そして二人が出て行ってすぐ、クラスが騒然となり始める。
「……ねぇ、呼ばれたのって、もしかしてSクラスの武蔵さんの事じゃない?」
「なんか、決闘の後に呼び出してエッチ迫ったらしいよ」
「武蔵さん身体中触られて、色々ヤバイ事されたみたい」
「ええ!?嘘でしょ!?」
「気持ち悪……」
「そりゃ武蔵さん、不登校になるわな」
「大人しいフリして、やる事結構怖いよねー」
クラス中が、まゆっちの妙な噂で塗りつぶされていく。伊予は突然過ぎて耳を疑った。そんな話、どこから流れてきたのだろう。
確かに武蔵との決闘後、まゆっちは武蔵を呼び出している。その次の日、武蔵が不登校になった事も耳にしていた。だからといって、まゆっちがそんな事をするとは思えない。こんなものは根も葉もないだろう。
「もしかして、通り魔の犯人も黛さんだったりして」
「ああ、そうかも」
「でも、もう犯人は捕まったんでしょ?」
「実は、捕まった後も一人襲われたんだって」
「え!?じゃあ本当に……」
だが、クラスのまゆっちに対する不信感は収まらない。一体まゆっちの何を知っているんだ……伊予はたまらず耳を塞いだ。
自分の親友が疑いをかけられている。もういい、やめてと心の中で叫び続けながら時間をやり過ごす。
しかしもう限界。クラスの空気に耐えられなくなった伊予は、逃げ出すように教室を飛び出した。廊下を走り抜け、生徒達を追い抜き、ひたすら走り続ける。
(違う……まゆっちが、そんな事するはずない!)
伊予が向かう先は、麗とまゆっちのいる職員室。もう躊躇ってなどいられない。今度こそ、まゆっちから真偽を確かめなければ。
息を切らしながら職員室の前まで辿り着く。伊予はドアに手をかけようと手を伸ばすが、先にドアが開き、伊予の前にはまゆっちの姿があった。どうやら話を終えたようだ。
「伊予……ちゃん?」
何でここに、とまゆっち。伊予は早速話を切り出した。
「まゆっち……聞きたい事があるの」
「聞きたい事?」
「昨日の夜……商店街にいなかった?」
昨日見たまゆっちの姿。あれはきっと見間違いだろう。まずは商店街にまゆっちがいたかどうか、それを聞けばいい。
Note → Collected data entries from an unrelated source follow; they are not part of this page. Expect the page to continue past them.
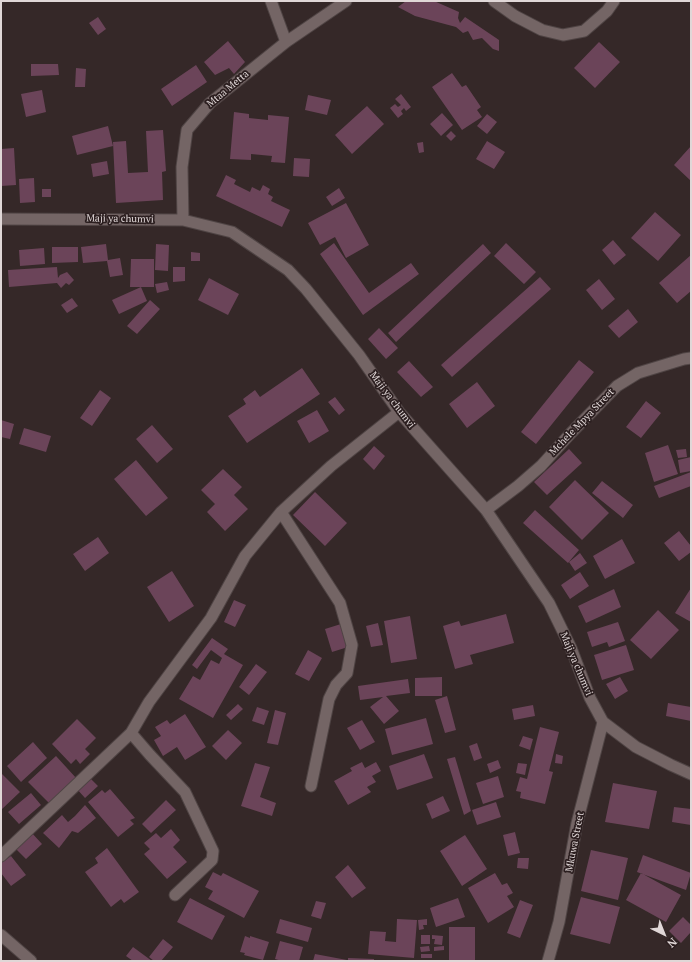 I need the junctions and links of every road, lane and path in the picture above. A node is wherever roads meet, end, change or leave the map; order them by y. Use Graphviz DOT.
graph roads {
  1 [pos="271,1"];
  2 [pos="346,1"];
  3 [pos="494,1"];
  4 [pos="614,1"];
  5 [pos="286,42"];
  6 [pos="1,219"];
  7 [pos="183,220"];
  8 [pos="691,358"];
  9 [pos="399,412"];
  10 [pos="486,510"];
  11 [pos="281,512"];
  12 [pos="603,722"];
  13 [pos="131,733"];
  14 [pos="691,774"];
  15 [pos="311,786"];
  16 [pos="1,856"];
  17 [pos="175,894"];
  18 [pos="1,935"];
  19 [pos="31,961"];
  20 [pos="548,961"];
  1 -- 5 [label="street"];
  2 -- 5 [label="street, Mtaa Metta"];
  3 -- 4 [label="street"];
  5 -- 7 [label="street, Mtaa Metta"];
  6 -- 7 [label="street, Maji ya chumvi"];
  7 -- 9 [label="street, Maji ya chumvi"];
  8 -- 10 [label="street, Mchele Mpya Street"];
  9 -- 10 [label="street, Maji ya chumvi"];
  9 -- 11 [label="street"];
  10 -- 12 [label="street, Maji ya chumvi"];
  11 -- 13 [label="street"];
  11 -- 15 [label="street"];
  12 -- 14 [label="street, Maji ya chumvi"];
  12 -- 20 [label="street, Mkuwa Street"];
  13 -- 16 [label="street"];
  13 -- 17 [label="street"];
  18 -- 19 [label="street"];
}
いなければ、それで終わり。もう余計な心配する事なんてないのだから。
「はい。確かにいましたよ」
―――――。
伊予の心臓が、止まったような気がした。さらりと答えるまゆっち。伊予の不安が一気に膨れ上がる。
「何……してたの?」
恐る恐る訪ねる伊予。まゆっちは続けた。伊予は思わず息を呑む。
「大和さん達と通り魔事件の犯人を捕まえる為に、商店街を警備していたんです」
まゆっちが商店街にいた理由。それは学園から依頼された任務の一環からだった。仲間同士でペアで行動し、張り込みをしていたのである。麗に呼ばれたのも、その件についての事だったらしい。
「そっ……か」
伊予の肩の力が、一気に抜け落ちた。そうだ……心配する必要なんて始めからなかった。とんだ取り越し苦労だと自分自身を笑う。
「い、伊予ちゃん?」
「ううん、何でもないの。早く教室に戻ろ?」
まゆっちの手を取り、二人は自分達の教室へ戻っていく。
二人で廊下を歩きながら、伊予はクラスでの噂をまゆっちに話そうか迷った。しかし噂は噂。わざわざ言う必要はない。所詮は根拠のないもの。
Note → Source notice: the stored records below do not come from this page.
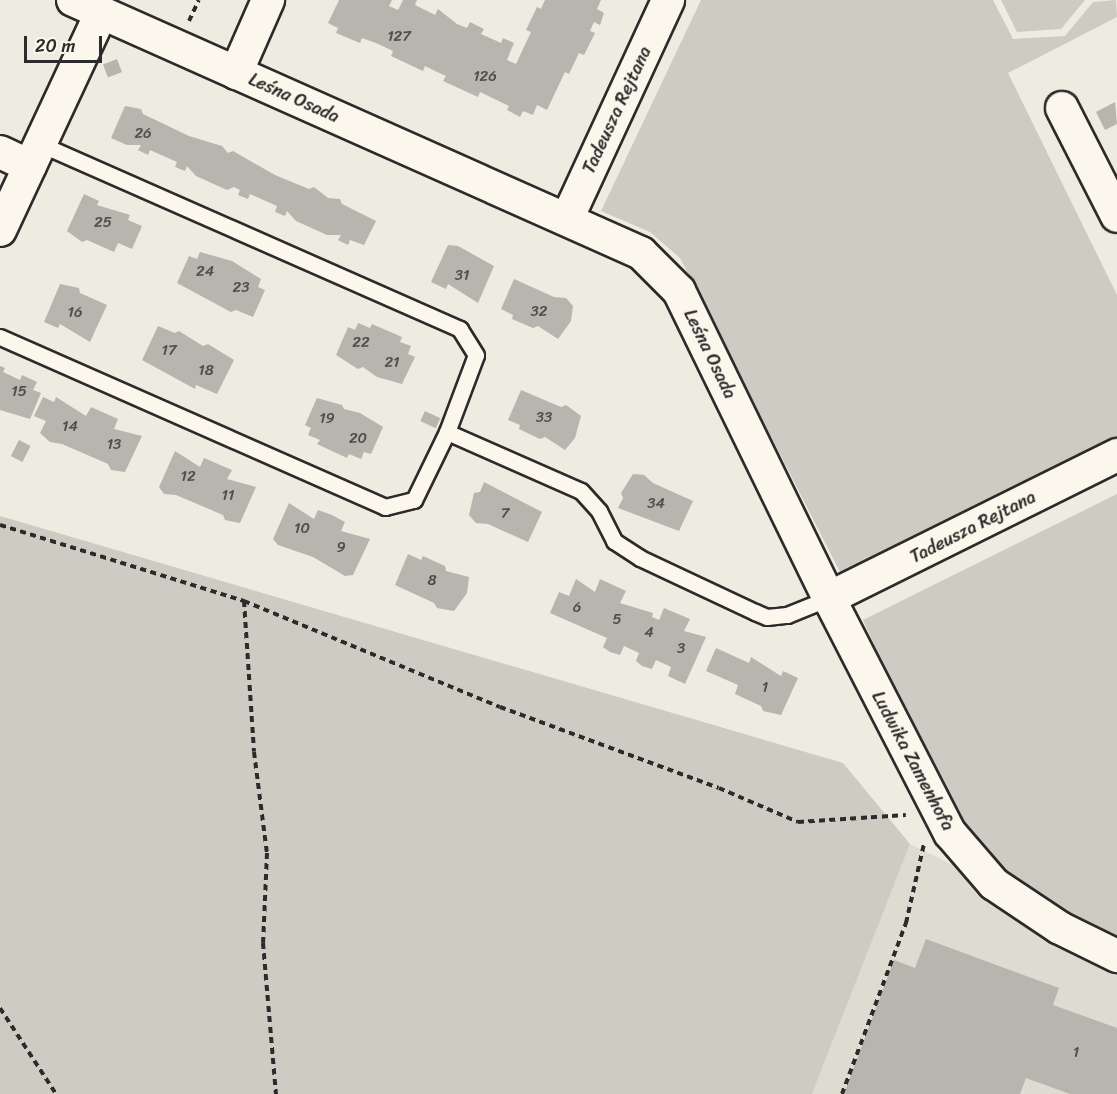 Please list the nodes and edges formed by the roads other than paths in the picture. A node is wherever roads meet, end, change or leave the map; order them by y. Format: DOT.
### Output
graph roads {
  1 [pos="73,0"];
  2 [pos="268,0"];
  3 [pos="668,0"];
  4 [pos="101,13"];
  5 [pos="236,73"];
  6 [pos="1062,108"];
  7 [pos="0,152"];
  8 [pos="35,155"];
  9 [pos="1106,168"];
  10 [pos="1117,216"];
  11 [pos="567,219"];
  12 [pos="0,230"];
  13 [pos="0,337"];
  14 [pos="447,432"];
  15 [pos="1117,455"];
  16 [pos="829,598"];
  17 [pos="1117,956"];
  1 -- 4 [label="street, Leśna Osada"];
  2 -- 5 [label="street"];
  3 -- 11 [label="street, Tadeusza Rejtana"];
  4 -- 5 [label="street, Leśna Osada"];
  4 -- 8 [label="street"];
  5 -- 11 [label="street, Leśna Osada"];
  6 -- 9 [label="street"];
  7 -- 8 [label="street"];
  8 -- 12 [label="street"];
  8 -- 14 [label="lane"];
  9 -- 10 [label="street"];
  11 -- 16 [label="street, Leśna Osada"];
  13 -- 14 [label="lane"];
  14 -- 16 [label="lane"];
  15 -- 16 [label="street, Tadeusza Rejtana"];
  16 -- 17 [label="street, Ludwika Zamenhofa"];
}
それに、誰が何と言おうと伊予にとってのまゆっちは、まゆっちのままなのだから。
自分を変えようと、必死に走り続けるまゆっち。そんな彼女を、親友として応援してあげたい。
「あ……」
そういえばと、伊予は気付く。まゆっちに変化があってから、見かけなくなった物の事を。
「ねぇ、まゆっち」
「はい」
「最近見ないね、松風」
そう、松風の事である。いつもまゆっちの手の平で喋っていた馬のストラップ。父親から貰ったという大切なもの。と言っても、実際に喋っているのはまゆっちなのだが。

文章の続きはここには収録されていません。